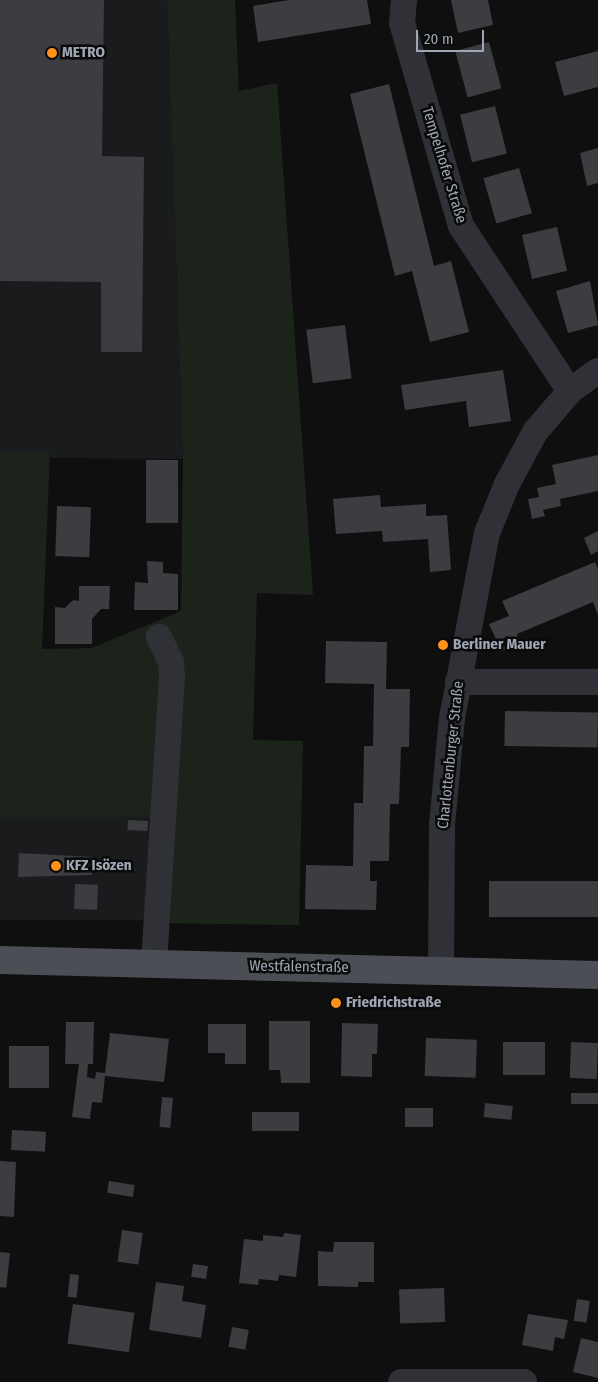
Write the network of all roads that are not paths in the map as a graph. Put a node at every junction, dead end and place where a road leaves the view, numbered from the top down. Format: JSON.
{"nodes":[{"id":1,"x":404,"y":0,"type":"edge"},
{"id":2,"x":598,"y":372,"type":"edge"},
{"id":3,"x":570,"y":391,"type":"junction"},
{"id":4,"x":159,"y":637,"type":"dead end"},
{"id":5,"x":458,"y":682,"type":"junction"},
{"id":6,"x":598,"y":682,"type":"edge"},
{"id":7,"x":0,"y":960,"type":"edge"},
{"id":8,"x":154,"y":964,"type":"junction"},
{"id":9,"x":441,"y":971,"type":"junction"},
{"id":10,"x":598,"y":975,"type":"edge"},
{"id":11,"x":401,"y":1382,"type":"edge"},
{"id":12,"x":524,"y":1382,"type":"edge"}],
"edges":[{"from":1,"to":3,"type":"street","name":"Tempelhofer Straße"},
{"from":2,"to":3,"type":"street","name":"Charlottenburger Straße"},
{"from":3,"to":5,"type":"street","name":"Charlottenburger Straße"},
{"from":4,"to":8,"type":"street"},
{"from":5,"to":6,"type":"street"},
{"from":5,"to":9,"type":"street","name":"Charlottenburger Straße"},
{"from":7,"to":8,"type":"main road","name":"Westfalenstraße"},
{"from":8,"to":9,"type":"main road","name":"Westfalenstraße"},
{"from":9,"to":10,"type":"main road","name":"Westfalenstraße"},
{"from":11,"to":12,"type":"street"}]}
—————
Required action: Repeat each entry exactly as given; no pictures belong in the copy.

Reply to the exercise:
Write the network of all roads that are not paths in the map as a graph. Put a node at every junction, dead end and place where a road leaves the view, numbered from the top down. Format: JSON.
{"nodes":[{"id":1,"x":404,"y":0,"type":"edge"},
{"id":2,"x":598,"y":372,"type":"edge"},
{"id":3,"x":570,"y":391,"type":"junction"},
{"id":4,"x":159,"y":637,"type":"dead end"},
{"id":5,"x":458,"y":682,"type":"junction"},
{"id":6,"x":598,"y":682,"type":"edge"},
{"id":7,"x":0,"y":960,"type":"edge"},
{"id":8,"x":154,"y":964,"type":"junction"},
{"id":9,"x":441,"y":971,"type":"junction"},
{"id":10,"x":598,"y":975,"type":"edge"},
{"id":11,"x":401,"y":1382,"type":"edge"},
{"id":12,"x":524,"y":1382,"type":"edge"}],
"edges":[{"from":1,"to":3,"type":"street","name":"Tempelhofer Straße"},
{"from":2,"to":3,"type":"street","name":"Charlottenburger Straße"},
{"from":3,"to":5,"type":"street","name":"Charlottenburger Straße"},
{"from":4,"to":8,"type":"street"},
{"from":5,"to":6,"type":"street"},
{"from":5,"to":9,"type":"street","name":"Charlottenburger Straße"},
{"from":7,"to":8,"type":"main road","name":"Westfalenstraße"},
{"from":8,"to":9,"type":"main road","name":"Westfalenstraße"},
{"from":9,"to":10,"type":"main road","name":"Westfalenstraße"},
{"from":11,"to":12,"type":"street"}]}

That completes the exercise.